Segment Start: GIVEN RECORDS

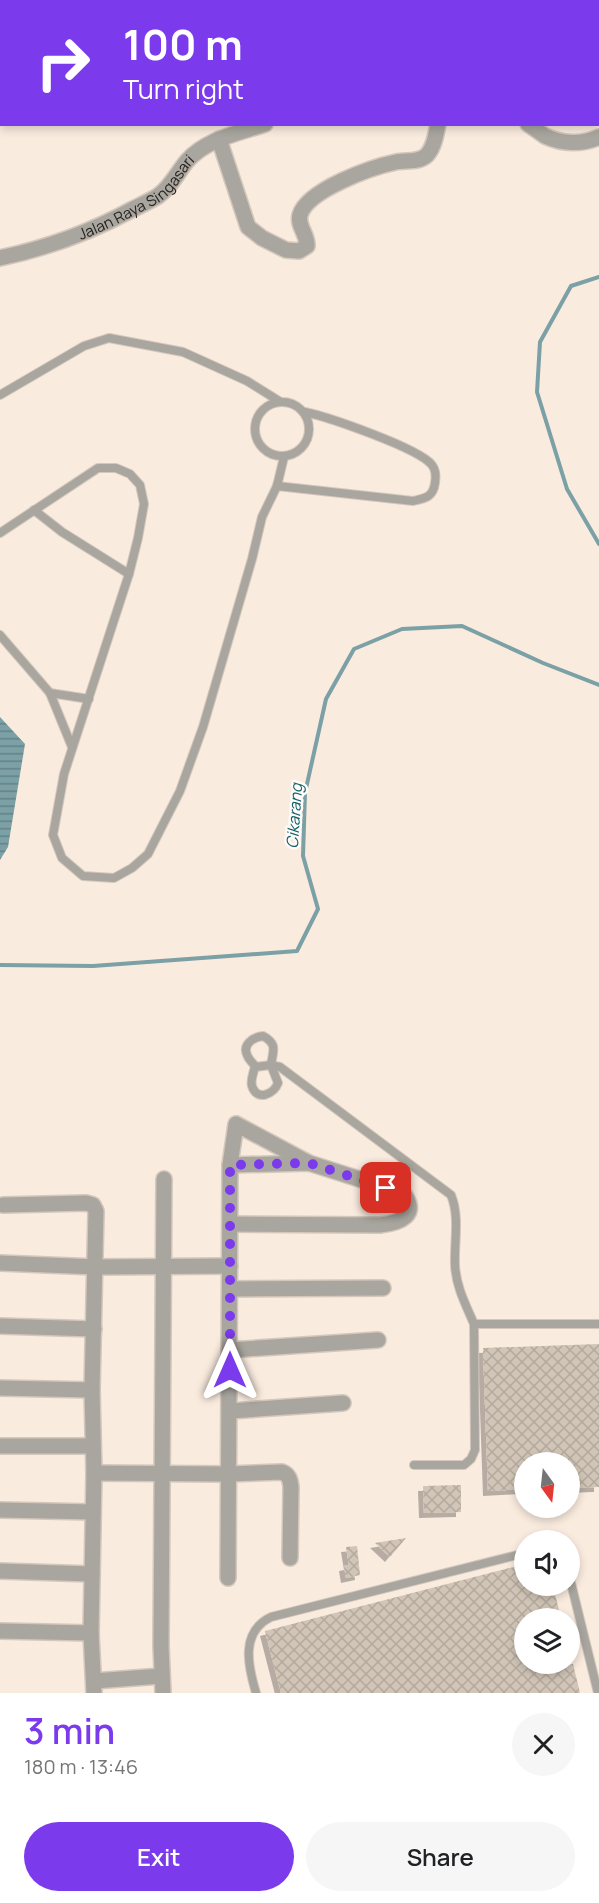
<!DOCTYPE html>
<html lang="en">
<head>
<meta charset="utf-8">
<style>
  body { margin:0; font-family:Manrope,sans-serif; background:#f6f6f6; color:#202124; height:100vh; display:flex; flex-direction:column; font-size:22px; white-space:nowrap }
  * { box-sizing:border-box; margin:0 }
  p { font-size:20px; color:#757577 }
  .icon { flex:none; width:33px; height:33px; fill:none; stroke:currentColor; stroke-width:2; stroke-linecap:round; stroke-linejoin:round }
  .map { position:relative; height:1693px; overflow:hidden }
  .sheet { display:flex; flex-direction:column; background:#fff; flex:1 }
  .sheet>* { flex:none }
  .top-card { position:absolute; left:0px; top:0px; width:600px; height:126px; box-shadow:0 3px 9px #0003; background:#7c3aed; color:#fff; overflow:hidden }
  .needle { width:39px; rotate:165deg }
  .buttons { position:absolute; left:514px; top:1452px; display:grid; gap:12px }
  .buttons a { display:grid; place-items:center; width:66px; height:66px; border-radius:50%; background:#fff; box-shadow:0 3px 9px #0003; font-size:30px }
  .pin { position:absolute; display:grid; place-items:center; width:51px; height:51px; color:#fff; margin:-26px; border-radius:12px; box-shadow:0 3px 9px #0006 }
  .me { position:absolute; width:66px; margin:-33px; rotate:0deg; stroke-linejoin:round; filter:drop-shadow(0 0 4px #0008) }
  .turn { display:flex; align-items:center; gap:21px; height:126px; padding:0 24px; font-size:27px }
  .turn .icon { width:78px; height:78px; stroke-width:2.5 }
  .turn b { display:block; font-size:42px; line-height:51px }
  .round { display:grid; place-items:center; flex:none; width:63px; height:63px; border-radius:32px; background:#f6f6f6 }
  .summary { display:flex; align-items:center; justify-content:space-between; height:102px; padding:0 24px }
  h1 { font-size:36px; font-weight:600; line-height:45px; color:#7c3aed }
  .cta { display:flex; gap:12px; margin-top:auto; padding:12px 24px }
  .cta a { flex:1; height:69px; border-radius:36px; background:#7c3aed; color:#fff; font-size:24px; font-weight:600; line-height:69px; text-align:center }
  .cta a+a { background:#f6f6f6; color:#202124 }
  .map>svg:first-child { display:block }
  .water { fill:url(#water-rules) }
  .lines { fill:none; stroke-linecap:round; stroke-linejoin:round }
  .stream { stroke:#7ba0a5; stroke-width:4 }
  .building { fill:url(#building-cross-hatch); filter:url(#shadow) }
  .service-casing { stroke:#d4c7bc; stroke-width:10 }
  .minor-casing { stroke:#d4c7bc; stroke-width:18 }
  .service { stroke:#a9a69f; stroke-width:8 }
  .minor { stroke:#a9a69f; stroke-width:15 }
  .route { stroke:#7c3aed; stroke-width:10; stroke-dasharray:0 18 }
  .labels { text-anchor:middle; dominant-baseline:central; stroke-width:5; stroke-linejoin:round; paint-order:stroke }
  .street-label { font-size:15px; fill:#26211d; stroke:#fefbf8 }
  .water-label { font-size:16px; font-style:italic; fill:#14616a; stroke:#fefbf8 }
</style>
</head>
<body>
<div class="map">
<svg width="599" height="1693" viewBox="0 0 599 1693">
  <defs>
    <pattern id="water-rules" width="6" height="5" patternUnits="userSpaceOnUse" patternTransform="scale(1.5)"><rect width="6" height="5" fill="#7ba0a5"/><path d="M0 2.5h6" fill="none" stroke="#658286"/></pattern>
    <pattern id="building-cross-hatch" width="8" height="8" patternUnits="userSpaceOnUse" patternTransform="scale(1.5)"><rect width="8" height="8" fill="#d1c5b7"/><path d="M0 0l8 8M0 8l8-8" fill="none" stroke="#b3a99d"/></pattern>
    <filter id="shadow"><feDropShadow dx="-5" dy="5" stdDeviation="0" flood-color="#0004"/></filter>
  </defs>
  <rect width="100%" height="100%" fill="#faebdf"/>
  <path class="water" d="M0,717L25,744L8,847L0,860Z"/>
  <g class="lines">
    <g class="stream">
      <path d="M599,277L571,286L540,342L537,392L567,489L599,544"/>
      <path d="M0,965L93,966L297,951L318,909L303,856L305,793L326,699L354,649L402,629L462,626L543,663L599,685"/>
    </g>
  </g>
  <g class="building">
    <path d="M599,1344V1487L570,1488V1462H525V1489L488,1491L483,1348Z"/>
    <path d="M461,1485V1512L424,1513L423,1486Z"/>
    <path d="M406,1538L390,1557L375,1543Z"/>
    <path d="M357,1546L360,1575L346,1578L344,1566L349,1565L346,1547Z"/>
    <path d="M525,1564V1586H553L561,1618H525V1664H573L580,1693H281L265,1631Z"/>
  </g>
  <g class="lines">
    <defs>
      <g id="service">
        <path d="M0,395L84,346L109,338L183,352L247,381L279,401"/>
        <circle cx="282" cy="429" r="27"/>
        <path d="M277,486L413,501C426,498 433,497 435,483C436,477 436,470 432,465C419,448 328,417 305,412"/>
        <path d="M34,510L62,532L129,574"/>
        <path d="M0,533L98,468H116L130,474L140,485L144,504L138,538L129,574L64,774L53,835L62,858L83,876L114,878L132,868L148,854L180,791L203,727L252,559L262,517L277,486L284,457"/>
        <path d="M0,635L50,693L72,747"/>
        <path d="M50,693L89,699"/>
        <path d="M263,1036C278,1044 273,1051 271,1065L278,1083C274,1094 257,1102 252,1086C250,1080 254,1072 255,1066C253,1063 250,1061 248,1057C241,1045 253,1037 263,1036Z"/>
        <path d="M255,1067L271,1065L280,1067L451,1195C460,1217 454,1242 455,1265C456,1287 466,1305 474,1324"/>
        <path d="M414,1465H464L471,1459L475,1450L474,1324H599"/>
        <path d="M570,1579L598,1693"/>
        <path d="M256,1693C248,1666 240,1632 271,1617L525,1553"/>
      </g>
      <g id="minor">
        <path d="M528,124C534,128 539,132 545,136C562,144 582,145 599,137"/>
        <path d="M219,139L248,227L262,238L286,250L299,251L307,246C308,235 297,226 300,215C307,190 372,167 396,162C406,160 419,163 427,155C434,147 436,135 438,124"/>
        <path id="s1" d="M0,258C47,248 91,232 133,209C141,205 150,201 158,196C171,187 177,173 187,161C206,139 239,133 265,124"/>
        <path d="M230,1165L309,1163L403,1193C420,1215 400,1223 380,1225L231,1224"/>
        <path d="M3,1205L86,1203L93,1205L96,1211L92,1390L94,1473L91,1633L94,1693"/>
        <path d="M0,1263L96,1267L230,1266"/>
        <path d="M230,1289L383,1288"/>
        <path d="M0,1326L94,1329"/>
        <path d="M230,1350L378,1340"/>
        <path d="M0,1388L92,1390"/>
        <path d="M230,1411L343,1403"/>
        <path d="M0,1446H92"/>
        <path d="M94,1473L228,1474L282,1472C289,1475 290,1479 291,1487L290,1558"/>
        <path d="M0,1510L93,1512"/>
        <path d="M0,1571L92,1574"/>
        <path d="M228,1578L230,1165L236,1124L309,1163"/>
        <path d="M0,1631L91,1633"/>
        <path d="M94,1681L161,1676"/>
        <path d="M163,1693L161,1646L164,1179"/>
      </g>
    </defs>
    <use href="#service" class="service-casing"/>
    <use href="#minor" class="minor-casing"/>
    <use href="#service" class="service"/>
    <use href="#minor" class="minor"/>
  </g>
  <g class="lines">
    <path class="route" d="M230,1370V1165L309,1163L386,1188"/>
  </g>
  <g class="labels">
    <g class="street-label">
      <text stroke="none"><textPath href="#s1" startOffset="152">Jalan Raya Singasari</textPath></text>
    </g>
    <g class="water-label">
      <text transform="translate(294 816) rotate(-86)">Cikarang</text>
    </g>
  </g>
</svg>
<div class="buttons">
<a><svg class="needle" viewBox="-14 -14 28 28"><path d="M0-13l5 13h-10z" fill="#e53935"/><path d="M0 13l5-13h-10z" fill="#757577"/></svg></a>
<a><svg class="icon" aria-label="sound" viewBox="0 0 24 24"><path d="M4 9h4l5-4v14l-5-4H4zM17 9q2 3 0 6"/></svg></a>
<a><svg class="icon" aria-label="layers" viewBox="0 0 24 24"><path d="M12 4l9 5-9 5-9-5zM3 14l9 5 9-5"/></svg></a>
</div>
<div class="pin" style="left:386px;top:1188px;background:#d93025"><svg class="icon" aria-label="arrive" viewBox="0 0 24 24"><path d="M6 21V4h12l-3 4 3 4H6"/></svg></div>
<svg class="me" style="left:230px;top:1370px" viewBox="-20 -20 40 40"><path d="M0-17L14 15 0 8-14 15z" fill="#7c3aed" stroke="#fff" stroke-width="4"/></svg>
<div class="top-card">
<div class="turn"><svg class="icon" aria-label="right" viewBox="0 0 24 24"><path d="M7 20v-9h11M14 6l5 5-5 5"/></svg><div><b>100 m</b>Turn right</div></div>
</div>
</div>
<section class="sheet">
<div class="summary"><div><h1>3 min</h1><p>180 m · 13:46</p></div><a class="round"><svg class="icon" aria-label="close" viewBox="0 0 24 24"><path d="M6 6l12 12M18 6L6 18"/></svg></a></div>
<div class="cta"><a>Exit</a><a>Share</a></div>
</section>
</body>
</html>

Segment End: GIVEN RECORDS

__PROBLEM DESCRIPTION__: Every line of the records above that contains the word "overflow" should be counted, and only the total given.

__RESPONSE TO THE EXERCISE__: 2